If we examine this table, in particular the values obtained by known methods, that is to say in which an oxygen treatment is carried out (example 1) or a chlorine treatment (example 5), we see clearly the progress made by the invention (examples 2, 3 and 4). Indeed, it is well known that the oxygen-delignifying treatment and the hot chlorine treatment are two treatments which degrade cellulose. It was therefore by no means obvious that by combining these two known treatments separately and in Under specific conditions, delignification by oxygen would also become selective, since it would only affect lignin without causing depolymerization of the cellulose. In other words, it is surprising that the combination of two known treatments for degrading cellulose leads to an operation which not only does not degrade the cellulose, but improves the deligni fication.

In addition, the method according to the invention requires a low consumption of reagent. Indeed, the comparison with the conventional treatment of chlorosodation (CE) (see publication "Pulp and Paper Magazine of Canada" June 1974, vol. 75 N ° 6, pages 67 and following, recalled in the preamble), shows that practically identical performance, the chlorine level used in the process according to the invention represents only a quarter, even a sixth of that of this treatment (CE). Admittedly, the oxygen consumption in the process according to the invention (2 to 3% maximum) is significant, but the cost of this consumption is low compared to the savings made on chlorine, so that the economic balance of the process is largely positive.

Other advantages of the process according to the invention come from the fact that very small amounts of chlorine are used. The quantity of chlorinated organic products formed during the pretreatment with chlorine is therefore very low, which considerably reduces the problem of pollution posed by these products, the mutagenic nature of which is known. Furthermore, the level of chlorides in the chlorination or oxygen delignification effluent is also very low, which makes it possible to envisage favorably the recycling of these effluents in the regeneration circuits. This therefore results in a significant reduction in the aqueous pollution caused by the bleaching effluents, a reduction greater than that authorized by conventional oxygen delignification.
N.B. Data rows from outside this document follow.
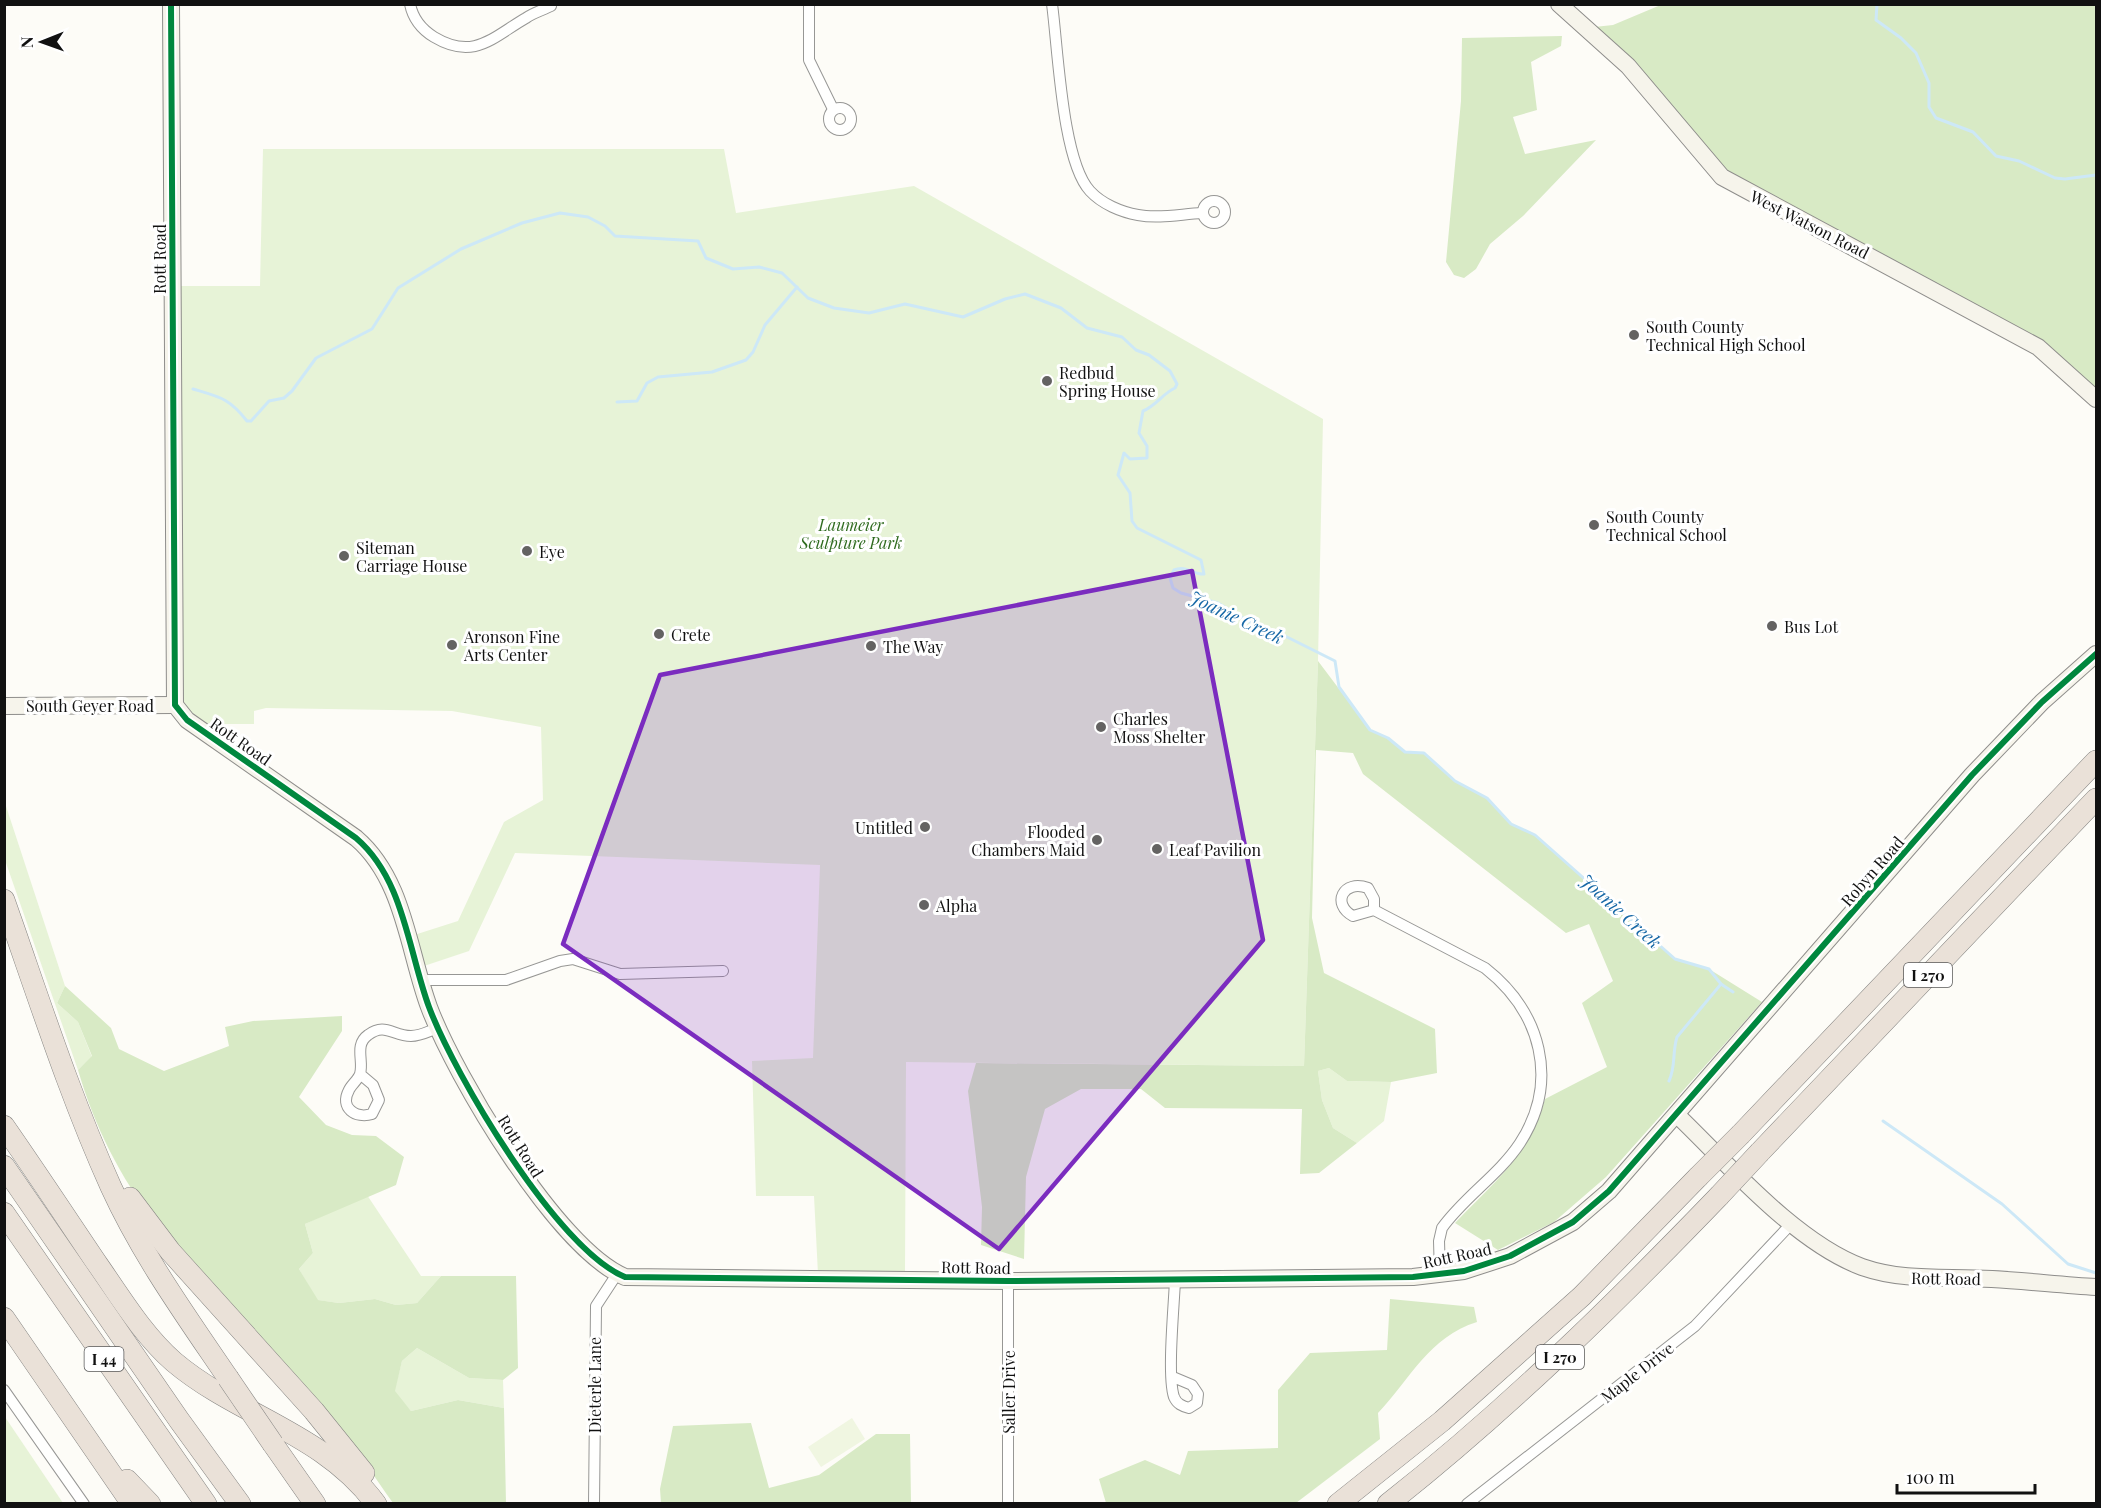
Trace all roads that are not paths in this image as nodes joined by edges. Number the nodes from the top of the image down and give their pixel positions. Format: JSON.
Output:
{"nodes":[{"id":1,"x":171,"y":4,"type":"edge"},
{"id":2,"x":410,"y":4,"type":"edge"},
{"id":3,"x":808,"y":4,"type":"edge"},
{"id":4,"x":1052,"y":4,"type":"edge"},
{"id":5,"x":1559,"y":4,"type":"edge"},
{"id":6,"x":551,"y":6,"type":"dead end"},
{"id":7,"x":833,"y":109,"type":"dead end"},
{"id":8,"x":1202,"y":213,"type":"dead end"},
{"id":9,"x":2097,"y":399,"type":"edge"},
{"id":10,"x":2097,"y":654,"type":"edge"},
{"id":11,"x":175,"y":705,"type":"junction"},
{"id":12,"x":4,"y":706,"type":"edge"},
{"id":13,"x":2097,"y":761,"type":"edge"},
{"id":14,"x":2097,"y":798,"type":"edge"},
{"id":15,"x":4,"y":900,"type":"edge"},
{"id":16,"x":1374,"y":910,"type":"dead end"},
{"id":17,"x":723,"y":971,"type":"dead end"},
{"id":18,"x":420,"y":980,"type":"junction"},
{"id":19,"x":438,"y":1028,"type":"junction"},
{"id":20,"x":360,"y":1074,"type":"dead end"},
{"id":21,"x":1677,"y":1115,"type":"junction"},
{"id":22,"x":4,"y":1126,"type":"edge"},
{"id":23,"x":96,"y":1148,"type":"junction"},
{"id":24,"x":4,"y":1166,"type":"edge"},
{"id":25,"x":4,"y":1213,"type":"edge"},
{"id":26,"x":1792,"y":1223,"type":"junction"},
{"id":27,"x":617,"y":1274,"type":"junction"},
{"id":28,"x":1440,"y":1275,"type":"junction"},
{"id":29,"x":1174,"y":1280,"type":"junction"},
{"id":30,"x":1008,"y":1281,"type":"junction"},
{"id":31,"x":2097,"y":1287,"type":"edge"},
{"id":32,"x":4,"y":1318,"type":"edge"},
{"id":33,"x":1173,"y":1377,"type":"dead end"},
{"id":34,"x":4,"y":1390,"type":"edge"},
{"id":35,"x":99,"y":1456,"type":"junction"},
{"id":36,"x":84,"y":1503,"type":"edge"},
{"id":37,"x":132,"y":1503,"type":"edge"},
{"id":38,"x":150,"y":1503,"type":"edge"},
{"id":39,"x":206,"y":1503,"type":"edge"},
{"id":40,"x":240,"y":1503,"type":"edge"},
{"id":41,"x":315,"y":1503,"type":"edge"},
{"id":42,"x":376,"y":1503,"type":"edge"},
{"id":43,"x":386,"y":1503,"type":"edge"},
{"id":44,"x":594,"y":1503,"type":"edge"},
{"id":45,"x":1008,"y":1503,"type":"edge"},
{"id":46,"x":1338,"y":1503,"type":"edge"},
{"id":47,"x":1388,"y":1503,"type":"edge"},
{"id":48,"x":1467,"y":1503,"type":"edge"}],
"edges":[{"from":1,"to":11,"type":"street","name":"Rott Road"},
{"from":2,"to":6,"type":"street"},
{"from":3,"to":7,"type":"street"},
{"from":4,"to":8,"type":"street"},
{"from":5,"to":9,"type":"street","name":"West Watson Road"},
{"from":10,"to":21,"type":"street","name":"Robyn Road"},
{"from":11,"to":12,"type":"street","name":"South Geyer Road"},
{"from":11,"to":18,"type":"street","name":"Rott Road"},
{"from":13,"to":46,"type":"highway","number":"I 270","bridge":true},
{"from":14,"to":47,"type":"highway","number":"I 270","bridge":true},
{"from":15,"to":23,"type":"highway"},
{"from":16,"to":28,"type":"street"},
{"from":17,"to":18,"type":"street"},
{"from":18,"to":19,"type":"street","name":"Rott Road"},
{"from":19,"to":20,"type":"street"},
{"from":19,"to":27,"type":"street","name":"Rott Road"},
{"from":21,"to":26,"type":"street","name":"Rott Road"},
{"from":21,"to":28,"type":"street","name":"Rott Road"},
{"from":22,"to":42,"type":"highway"},
{"from":23,"to":41,"type":"highway","bridge":true},
{"from":23,"to":43,"type":"highway"},
{"from":24,"to":40,"type":"highway","number":"I 44"},
{"from":25,"to":39,"type":"highway","number":"I 44"},
{"from":26,"to":31,"type":"street","name":"Rott Road"},
{"from":26,"to":48,"type":"street","name":"Maple Drive"},
{"from":27,"to":30,"type":"street","name":"Rott Road"},
{"from":27,"to":44,"type":"street","name":"Dieterle Lane"},
{"from":28,"to":29,"type":"street","name":"Rott Road"},
{"from":29,"to":30,"type":"street","name":"Rott Road"},
{"from":29,"to":33,"type":"street"},
{"from":30,"to":45,"type":"street","name":"Saller Drive"},
{"from":32,"to":35,"type":"highway"},
{"from":34,"to":36,"type":"street"},
{"from":35,"to":37,"type":"highway"},
{"from":35,"to":38,"type":"highway"}]}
The delignification process according to the invention is applicable to any type of chemical pulp regardless of the starting plant (softwood or hardwood, annual plants, etc.).

Claims (7)

1 / Process for the preparation of chemical paper pulps for bleaching, of the type in which said pulp is treated with chlorine, then thereafter. By means of an oxygenated compound, characterized in that the chlorine pretreatment is carried out on a paste having a consistency between 5 and 15%, at a temperature between 50 and 100 ° C, with a chlorine concentration between 0.5 and 2%. 2 / A method according to claim 1, characterized in that the chlorine pretreatment is carried out at a temperature between 70 and 90 ° C. 3 / A method according to claim 1, characterized in that the duration of the chlorine pretreatment is between five and thirty minutes, preferably between ten and twenty minutes. 4 / A method according to claim 1, characterized in that the chlorine concentration during the pretreatment is between 0.8 and 1.5% by weight relative to the weight of the dough. 5 / A method according to claim 1, characterized in that during the pretreatment with chlorine, the consistency of the paste is between 8 and 12%. 6 / A method according to claim 1, characterized in that the oxygenated compound is oxygen. 7 / A method according to claim 1, characterized in that the oxygenated compound is hydrogen peroxide which is reacted at a temperature close to 120 ° C.